QGIS – Divergence in Feature Count Between ‘Show Feature Count’ and Attribute Table

csvimport

I have a CSV file with 187.533 observations. They are points, violence events with their latitude and longitude. I import the CSV to QGIS (version 3.20.1). When I clicked to "Show the Feature Count" appears 175.896 observations. However, when I put the attribute table, it appears 187.533, the original number of observations.

I attach two screenshoot of what I am saying.

enter image description here

enter image description here

Does anyone know what can be happening or the reason of this divergence?

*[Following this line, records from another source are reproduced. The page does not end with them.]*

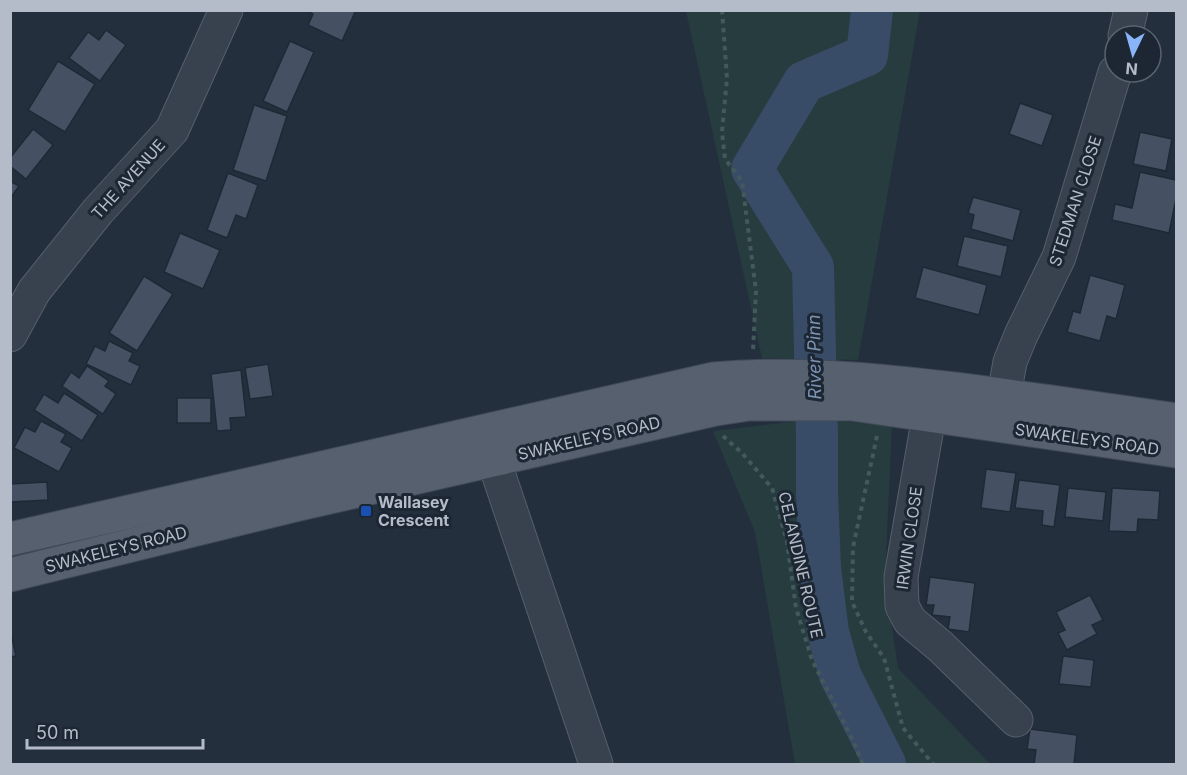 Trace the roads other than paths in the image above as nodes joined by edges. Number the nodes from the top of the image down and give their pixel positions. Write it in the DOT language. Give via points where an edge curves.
graph roads {
  1 [pos="226,10"];
  2 [pos="1111,84"];
  3 [pos="10,335"];
  4 [pos="758,385"];
  5 [pos="854,391"];
  6 [pos="1020,408"];
  7 [pos="929,416"];
  8 [pos="1176,420"];
  9 [pos="490,446"];
  10 [pos="1176,451"];
  11 [pos="10,539"];
  12 [pos="10,574"];
  13 [pos="1016,720"];
  14 [pos="596,765"];
  1 -- 3 [label="street, THE AVENUE" via="172,130 98,211 34,291"];
  2 -- 6 [label="street, STEDMAN CLOSE" via="1059,256 1010,362"];
  4 -- 5 [label="main road, SWAKELEYS ROAD"];
  4 -- 9 [label="main road, SWAKELEYS ROAD" via="716,409"];
  4 -- 9 [label="main road, SWAKELEYS ROAD" via="713,379"];
  5 -- 6 [label="main road, SWAKELEYS ROAD"];
  5 -- 7 [label="main road, SWAKELEYS ROAD"];
  6 -- 7 [label="main road, SWAKELEYS ROAD"];
  6 -- 8 [label="main road, SWAKELEYS ROAD"];
  6 -- 10 [label="main road, SWAKELEYS ROAD"];
  7 -- 13 [label="street, IRWIN CLOSE" via="901,577 902,606 910,621"];
  9 -- 11 [label="main road, SWAKELEYS ROAD"];
  9 -- 12 [label="main road, SWAKELEYS ROAD" via="296,505"];
  9 -- 14 [label="street"];
}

To give you more information, when I do an "attribute by location with a shapefile which divides my Africa in 0.5×0.5 degree latitude, I obtained as a result 182.989 observations which makes sense if the observations are 175.896 and not 187.533.

Update due to a comment:

enter image description here

Best Answer

Quick solution for importing CSV with all geometries

When loading your CSV, be sure to set semicolon ; as only delimiter and select double quotes " for Quote to ignore semicolons inside a text string ("quote"). Otherwise, they are mis-interpret as field delimiters. See below for more details.

What the difference means

The difference can be explained that in the layers panel, you have the number of geometries, whereas in the attribute table, you have the number of features. That means: not all features could be correctly generated as geometries. Identify the values in lat/lon column that are problematic. Seems to be connected to your earlier problem.

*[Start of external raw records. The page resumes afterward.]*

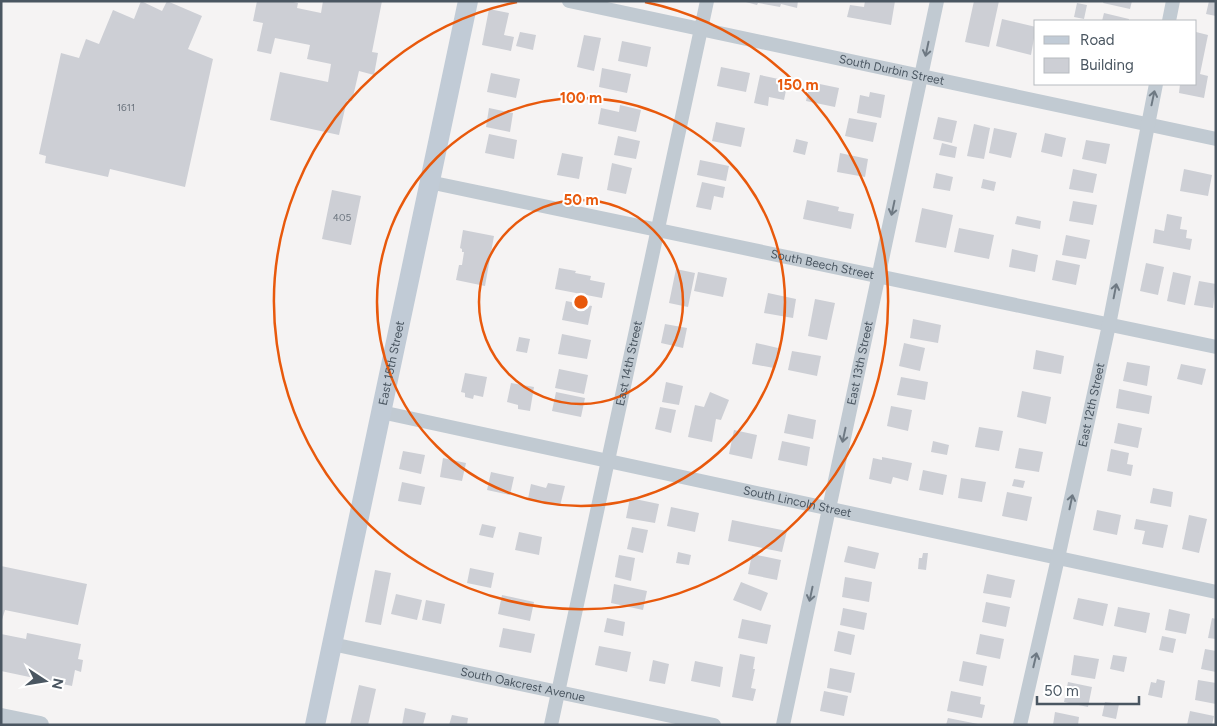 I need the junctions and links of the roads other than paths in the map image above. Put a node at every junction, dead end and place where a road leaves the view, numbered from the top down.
1 (468, 1) edge
2 (569, 1) edge
3 (707, 1) edge
4 (938, 1) edge
5 (1173, 1) edge
6 (1169, 20) edge
7 (700, 30) junction
8 (922, 75) junction
9 (1156, 85) edge
10 (1147, 124) junction
11 (1216, 139) edge
12 (429, 182) junction
13 (658, 230) junction
14 (878, 276) junction
15 (1109, 325) junction
16 (1216, 347) edge
17 (381, 412) junction
18 (608, 461) junction
19 (829, 509) junction
20 (1058, 558) junction
21 (1216, 592) edge
22 (332, 644) junction
23 (558, 692) junction
24 (1, 716) edge
25 (40, 725) edge
26 (314, 725) edge
27 (551, 725) edge
28 (714, 725) edge
29 (783, 725) edge
30 (1020, 725) edge

1 - 12 main road, East 15th Street
2 - 7 street, South Durbin Street
3 - 7 street, East 14th Street
4 -> 8 street, East 13th Street
5 - 6 street
7 - 8 street, South Durbin Street
7 - 13 street, East 14th Street
8 - 10 street, South Durbin Street
8 -> 14 street, East 13th Street
10 -> 9 street, East 12th Street
10 - 11 street, South Durbin Street
15 -> 10 street, East 12th Street
12 - 13 street, South Beech Street
12 - 17 main road, East 15th Street
13 - 14 street, South Beech Street
13 - 18 street, East 14th Street
14 - 15 street, South Beech Street
14 -> 19 street, East 13th Street
15 - 16 street, South Beech Street
20 -> 15 street, East 12th Street
17 - 18 street, South Lincoln Street
17 - 22 main road, East 15th Street
18 - 19 street, South Lincoln Street
18 - 23 street, East 14th Street
19 - 20 street, South Lincoln Street
19 -> 29 street, East 13th Street
20 - 21 street, South Lincoln Street
30 -> 20 street, East 12th Street
22 - 23 street, South Oakcrest Avenue
22 - 26 main road, East 15th Street
23 - 27 street, East 14th Street
23 - 28 street, South Oakcrest Avenue
24 - 25 street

See this simple example: one point without lat/lon value was not generated as a point, thus you have three points, but still 4 features:

enter image description here

Understand why loading the CSV does not create geometries for all features

You loaded your CSV with empty field for Quote in the File Format section of the Data Source Manager. However, you should fill in a double quote " in each of these fields. Why?

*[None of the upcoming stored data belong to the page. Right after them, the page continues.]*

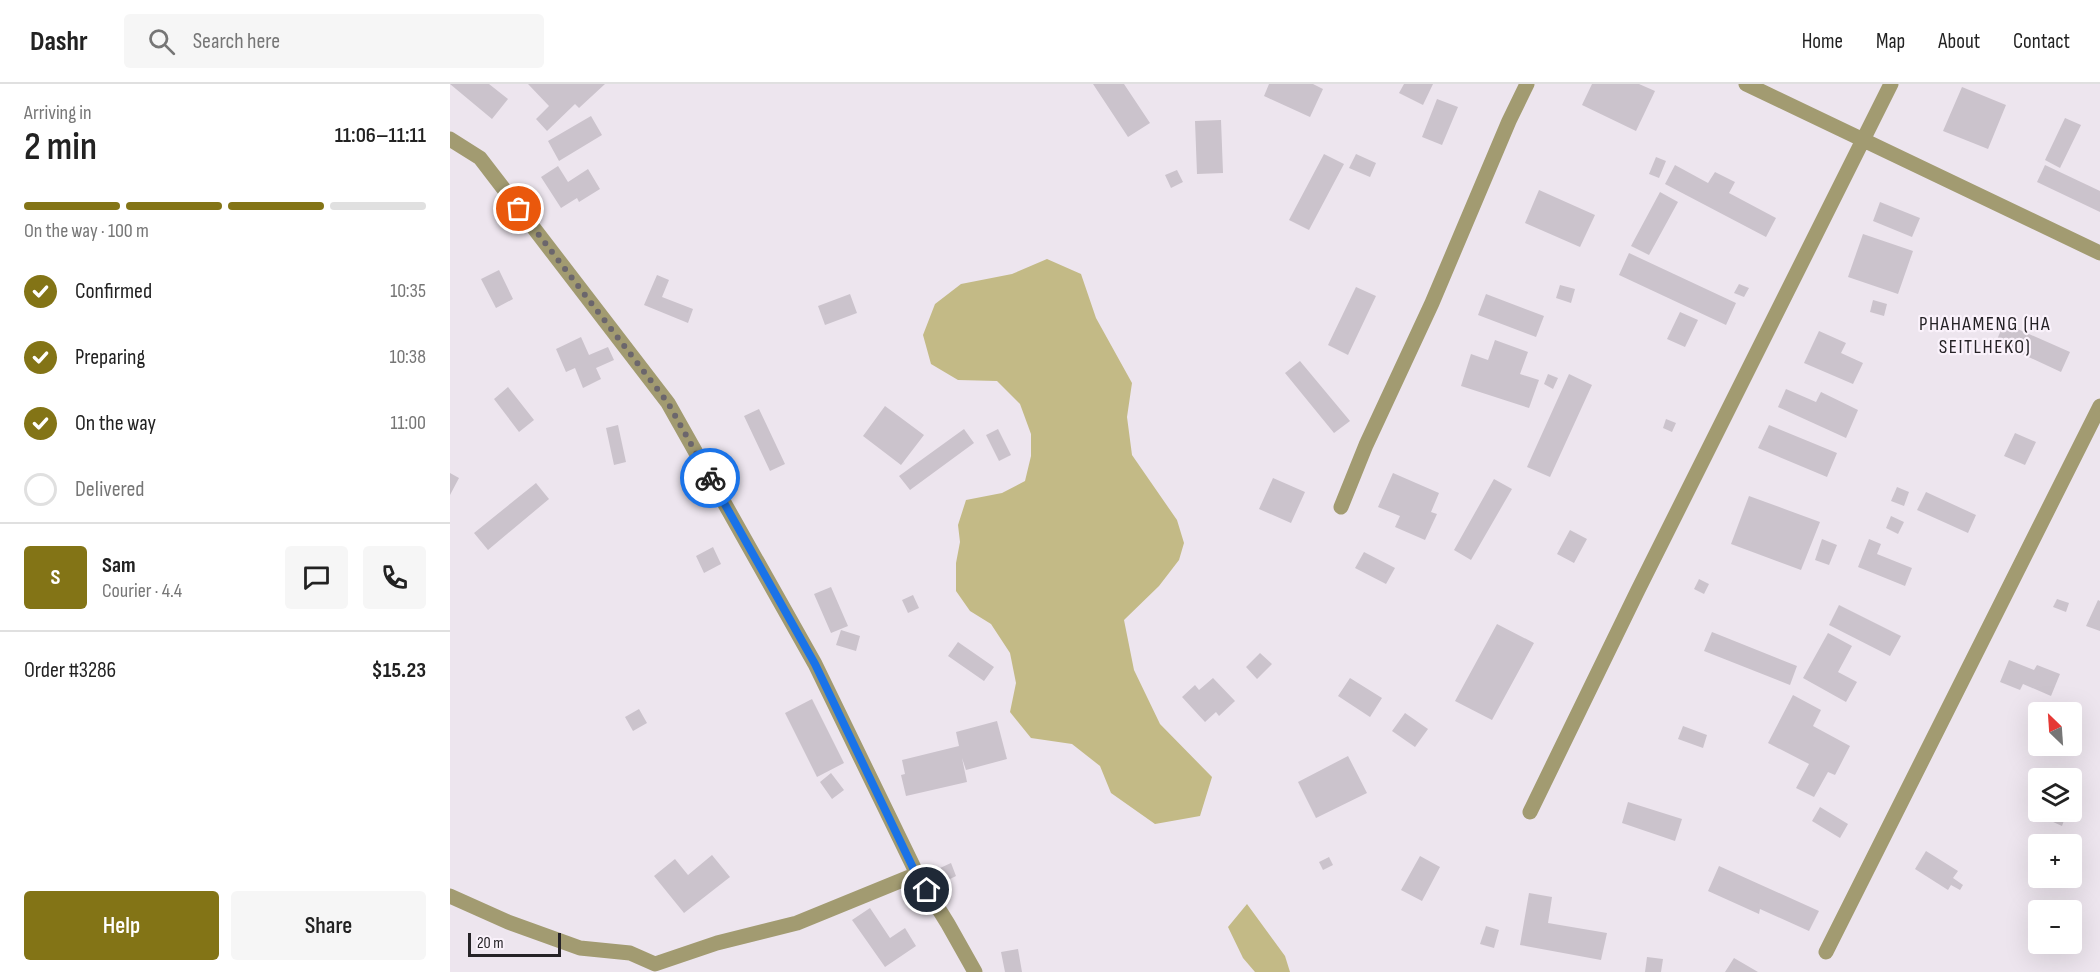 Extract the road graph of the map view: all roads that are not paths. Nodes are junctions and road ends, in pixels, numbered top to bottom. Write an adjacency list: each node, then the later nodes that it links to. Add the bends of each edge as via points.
1 (1527, 84): 8 (street)
2 (1746, 84): 5 (street)
3 (1891, 84): 5 (street)
4 (450, 139): 10 (street, via 480,158 668,403 815,664)
5 (1864, 140): 6 (street); 9 (street)
6 (2100, 253)
7 (2100, 406): 12 (street)
8 (1341, 507)
9 (1530, 812)
10 (916, 874): 13 (street, via 797,923 717,943); 14 (street)
11 (450, 896): 13 (street, via 580,948 630,953)
12 (1826, 952)
13 (654, 968)
14 (975, 972) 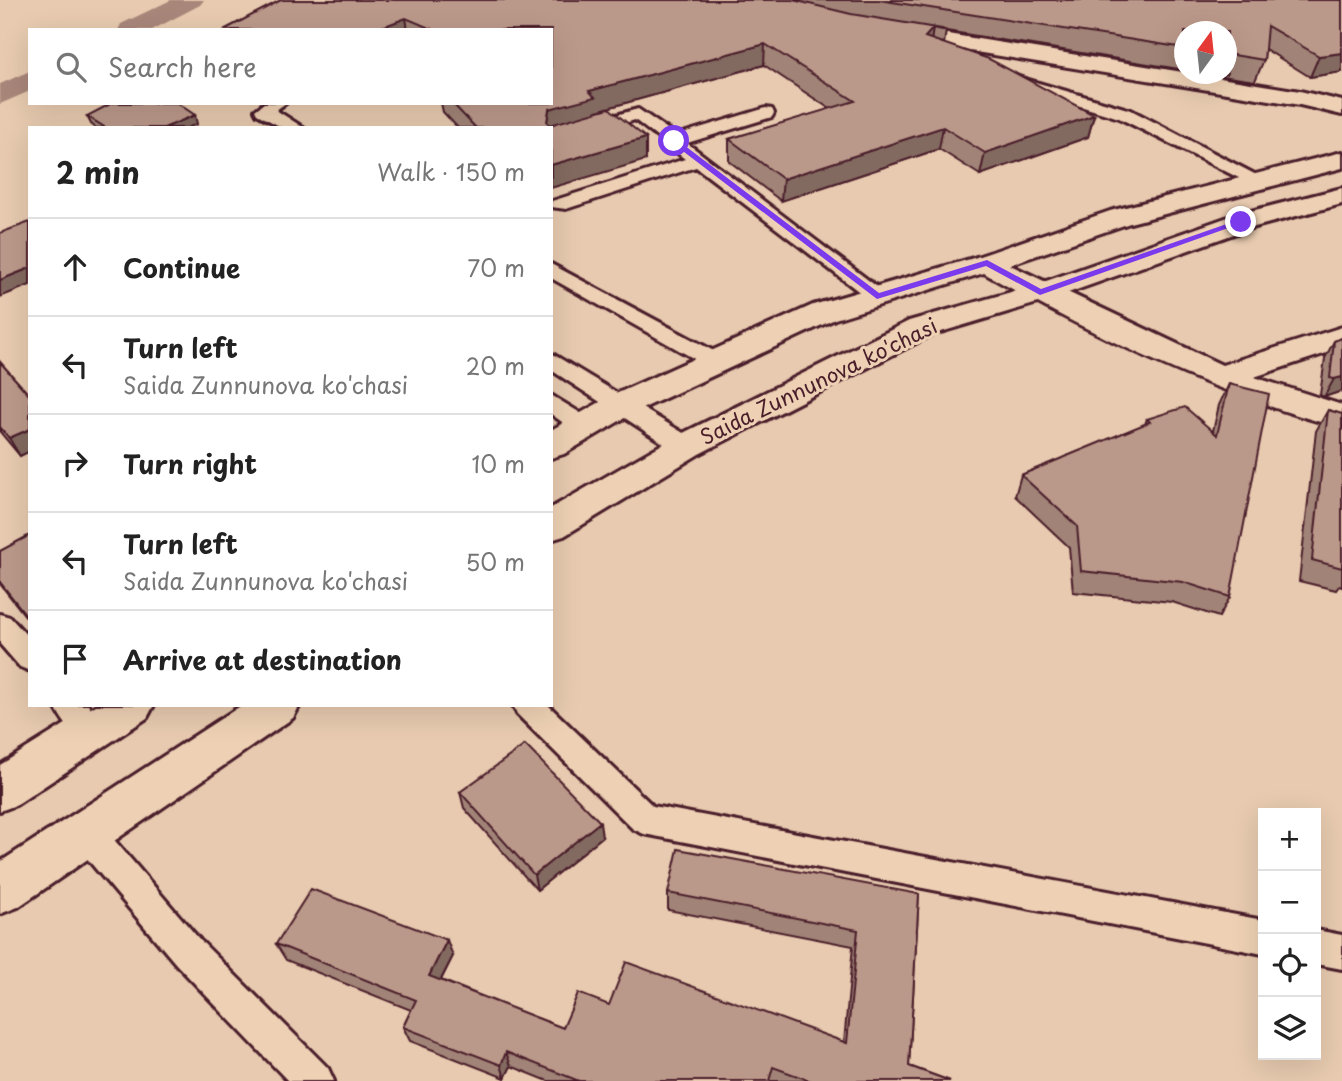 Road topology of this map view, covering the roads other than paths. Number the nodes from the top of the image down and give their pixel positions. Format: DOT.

Have a look at your CSV where you have lines like this one here:

894;ZAM1104;1104;14-dic-16;2016;1;Protests;Peaceful protest;Protesters (Zambia);"Health Workers (Zambia); Teachers (Zambia)";6;;;0;60;Southern Africa;Zambia;Lusaka;Lusaka;;Lusaka;-15.4169998168945;28.2830009460449;1;Zambia Reports;National;Doctors at the University Teaching Hopsital are commencing a 10-day sit-in protest to bring attention to unfilfilled commitments by the government;0;1567465455

Colum no. 10 looks like:

"Health Workers (Zambia); Teachers (Zambia)"

You see that you have a semicolon ; as part of the string inside this field. However, normally, the semicolon in this file works as a delimiter for fields - that is what we told QGIS when importing: when it finds a semicolon, interpret this as the end of the field and put what follows to the next field (column).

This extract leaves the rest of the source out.